Pada tahun 1950-an kehancuran Arat Sabulungan semakin
menjadi karena gencarnya masuknya agama ke Mentawai. Pada mulanya masyarakat
Mentawai menolak dengan keras bahkan melakukan perlawanan fisik dengan
kedatangan agama tersebut karena mereka beranggapan bahwa mereka sudah
mempunyai agama yang dijadikan pegangan hidup. Beberapa penduduk ditangkap dan
dipenjarakan untuk memaksa agar orang Mentawai meninggalkan Arat Sabulungan dan
menganut agama impor tersebut. Betapa suramnya masa itu, masyarakat ketakutan
dalam menjalankan ritualnya karena tak ada belas kasihan bagi mereka yang
menjalankan kepercayaannya.
Pemaksaan itulah yang menghancurkan kepercayaan suku
Mentawai, baik dari simbol maupun dari nilai luhur yang ada padanya. Peradaban
Mentawai dihancur leburkan oleh kepercayaan asing tersebut. Namun dalam
perkembangan setelah agama tadi masuk, agama tersebut tidak banyak memberikan
ketentraman dalam jiwa mereka. Agama telah menghancurkan budaya dan kearifan
lokal tersebut, dan yang lebih mengerikan lagi adalah generasi muda Mentawai
yang kehilangan identitas akan keaslian suku mereka. Para misionaris dan
pemerintah Indonesia telah menghancurkan peradaban Mentawai, menjadikan suku
Mentawai asing di tanahnya sendiri dikarenakan budaya mereka yang punah.
Beruntung Mentawai bagian Siberut masih gigih mempertahankan
kepercayaan dan nilai itu.
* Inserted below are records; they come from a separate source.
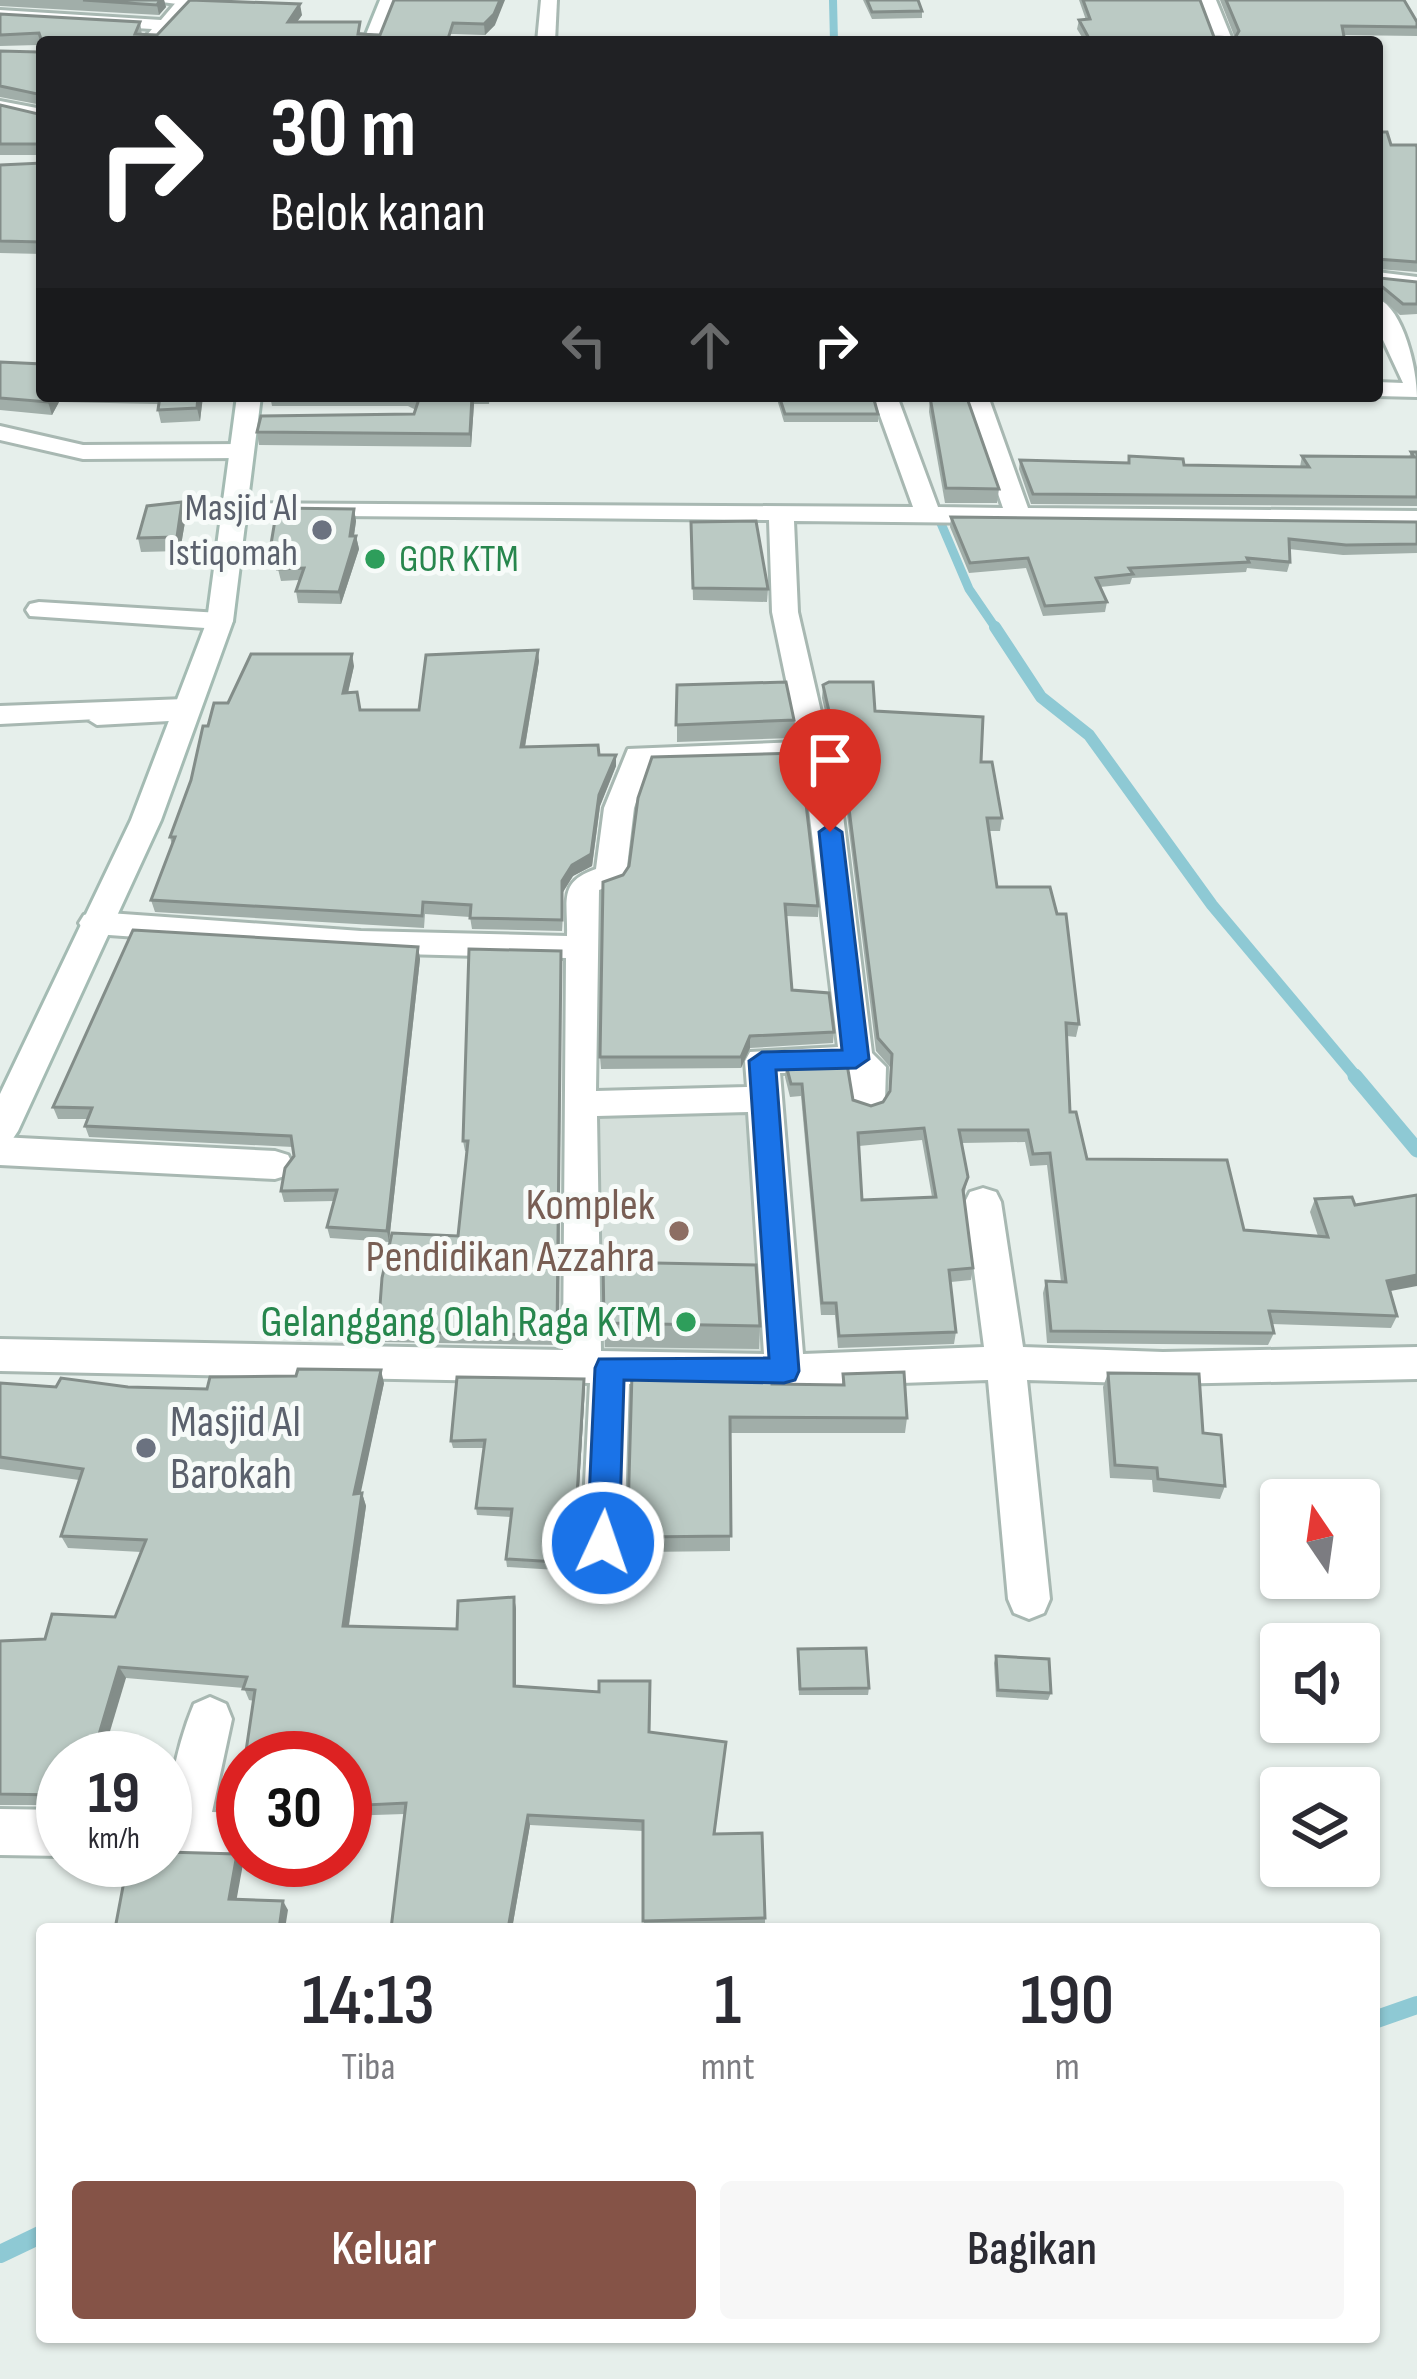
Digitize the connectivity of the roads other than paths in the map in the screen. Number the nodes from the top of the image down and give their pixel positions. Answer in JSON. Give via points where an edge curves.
{"nodes":[{"id":1,"x":152,"y":0,"type":"edge"},
{"id":2,"x":388,"y":0,"type":"edge"},
{"id":3,"x":549,"y":0,"type":"edge"},
{"id":4,"x":1208,"y":0,"type":"edge"},
{"id":5,"x":186,"y":1,"type":"edge"},
{"id":6,"x":0,"y":16,"type":"edge"},
{"id":7,"x":164,"y":25,"type":"junction"},
{"id":8,"x":155,"y":36,"type":"edge"},
{"id":9,"x":374,"y":36,"type":"edge"},
{"id":10,"x":546,"y":36,"type":"edge"},
{"id":11,"x":1222,"y":36,"type":"edge"},
{"id":12,"x":0,"y":106,"type":"edge"},
{"id":13,"x":36,"y":114,"type":"edge"},
{"id":14,"x":1383,"y":279,"type":"edge"},
{"id":15,"x":1417,"y":283,"type":"edge"},
{"id":16,"x":1383,"y":317,"type":"edge"},
{"id":17,"x":1417,"y":388,"type":"edge"},
{"id":18,"x":1383,"y":389,"type":"edge"},
{"id":19,"x":887,"y":402,"type":"edge"},
{"id":20,"x":978,"y":402,"type":"edge"},
{"id":21,"x":254,"y":411,"type":"edge"},
{"id":22,"x":0,"y":433,"type":"edge"},
{"id":23,"x":242,"y":451,"type":"junction"},
{"id":24,"x":237,"y":508,"type":"junction"},
{"id":25,"x":781,"y":513,"type":"junction"},
{"id":26,"x":1018,"y":514,"type":"junction"},
{"id":27,"x":928,"y":515,"type":"junction"},
{"id":28,"x":1417,"y":519,"type":"edge"},
{"id":29,"x":39,"y":610,"type":"dead end"},
{"id":30,"x":220,"y":622,"type":"junction"},
{"id":31,"x":183,"y":712,"type":"junction"},
{"id":32,"x":0,"y":715,"type":"edge"},
{"id":33,"x":97,"y":721,"type":"dead end"},
{"id":34,"x":814,"y":751,"type":"junction"},
{"id":35,"x":95,"y":923,"type":"junction"},
{"id":36,"x":580,"y":947,"type":"junction"},
{"id":37,"x":856,"y":1059,"type":"junction"},
{"id":38,"x":764,"y":1099,"type":"junction"},
{"id":39,"x":868,"y":1102,"type":"edge"},
{"id":40,"x":580,"y":1104,"type":"junction"},
{"id":41,"x":0,"y":1131,"type":"edge"},
{"id":42,"x":0,"y":1151,"type":"edge"},
{"id":43,"x":274,"y":1166,"type":"dead end"},
{"id":44,"x":983,"y":1202,"type":"dead end"},
{"id":45,"x":0,"y":1355,"type":"edge"},
{"id":46,"x":1006,"y":1363,"type":"junction"},
{"id":47,"x":1417,"y":1363,"type":"edge"},
{"id":48,"x":596,"y":1367,"type":"junction"},
{"id":49,"x":784,"y":1371,"type":"junction"},
{"id":50,"x":603,"y":1543,"type":"dead end"},
{"id":51,"x":1028,"y":1599,"type":"dead end"},
{"id":52,"x":210,"y":1719,"type":"dead end"},
{"id":53,"x":192,"y":1777,"type":"edge"},
{"id":54,"x":0,"y":1832,"type":"edge"},
{"id":55,"x":36,"y":1833,"type":"edge"}],
"edges":[{"from":1,"to":5,"type":"lane"},
{"from":2,"to":9,"type":"street"},
{"from":3,"to":10,"type":"street"},
{"from":4,"to":11,"type":"street"},
{"from":5,"to":7,"type":"street"},
{"from":6,"to":7,"type":"street"},
{"from":7,"to":8,"type":"street"},
{"from":12,"to":13,"type":"street"},
{"from":14,"to":15,"type":"street"},
{"from":16,"to":17,"type":"street"},
{"from":17,"to":18,"type":"street"},
{"from":19,"to":27,"type":"street"},
{"from":20,"to":26,"type":"street"},
{"from":21,"to":23,"type":"street"},
{"from":22,"to":23,"type":"street","via":[[83,452]]},
{"from":23,"to":24,"type":"street"},
{"from":24,"to":25,"type":"street"},
{"from":24,"to":30,"type":"street"},
{"from":25,"to":27,"type":"street"},
{"from":25,"to":34,"type":"street","via":[[784,612]]},
{"from":26,"to":27,"type":"street"},
{"from":26,"to":28,"type":"street"},
{"from":29,"to":30,"type":"street"},
{"from":30,"to":31,"type":"street"},
{"from":31,"to":32,"type":"street"},
{"from":31,"to":33,"type":"lane"},
{"from":31,"to":35,"type":"street","via":[[146,820]]},
{"from":34,"to":36,"type":"street","via":[[638,755],[619,808],[611,875],[584,884]]},
{"from":34,"to":37,"type":"street"},
{"from":35,"to":36,"type":"street"},
{"from":35,"to":41,"type":"street"},
{"from":36,"to":40,"type":"street"},
{"from":37,"to":38,"type":"street","via":[[762,1061]]},
{"from":37,"to":39,"type":"street","via":[[869,1067]]},
{"from":38,"to":40,"type":"street"},
{"from":38,"to":49,"type":"street"},
{"from":40,"to":48,"type":"street"},
{"from":42,"to":43,"type":"street"},
{"from":44,"to":46,"type":"street"},
{"from":45,"to":48,"type":"street"},
{"from":46,"to":47,"type":"street"},
{"from":46,"to":49,"type":"street"},
{"from":46,"to":51,"type":"street"},
{"from":48,"to":49,"type":"street"},
{"from":48,"to":50,"type":"street"},
{"from":52,"to":53,"type":"street"},
{"from":54,"to":55,"type":"street"}]}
Mereka setengah mati mempertahankan Arat Sabulungan
yang diyakininya. Namun, di Mentawai bagian selatan seperti pulau Pagai Utara,
Pagai Selatan, dan Sipora nilai luhur tradisi Arat Sabulungan telah menipis.
Pemaksaan dalam keyakinan yang dianut bagaimanapun caranya
merupakan hal yang tidak bisa dibenarkan. Pemerintah seharusnya menjamin dan
melindungi kepercayaan tiap-tiap warga negara di republik ini. Demikian pula
keselarasan hidup orang Mentawai, akan terasa lebih tentram jika tanpa
pemaksaan terhadap keyakinan yang mereka anut. Semoga tidak ada lagi kisah
pemaksaan yang merenggut kebebasan keyakinan di negeri kita yang tercinta ini.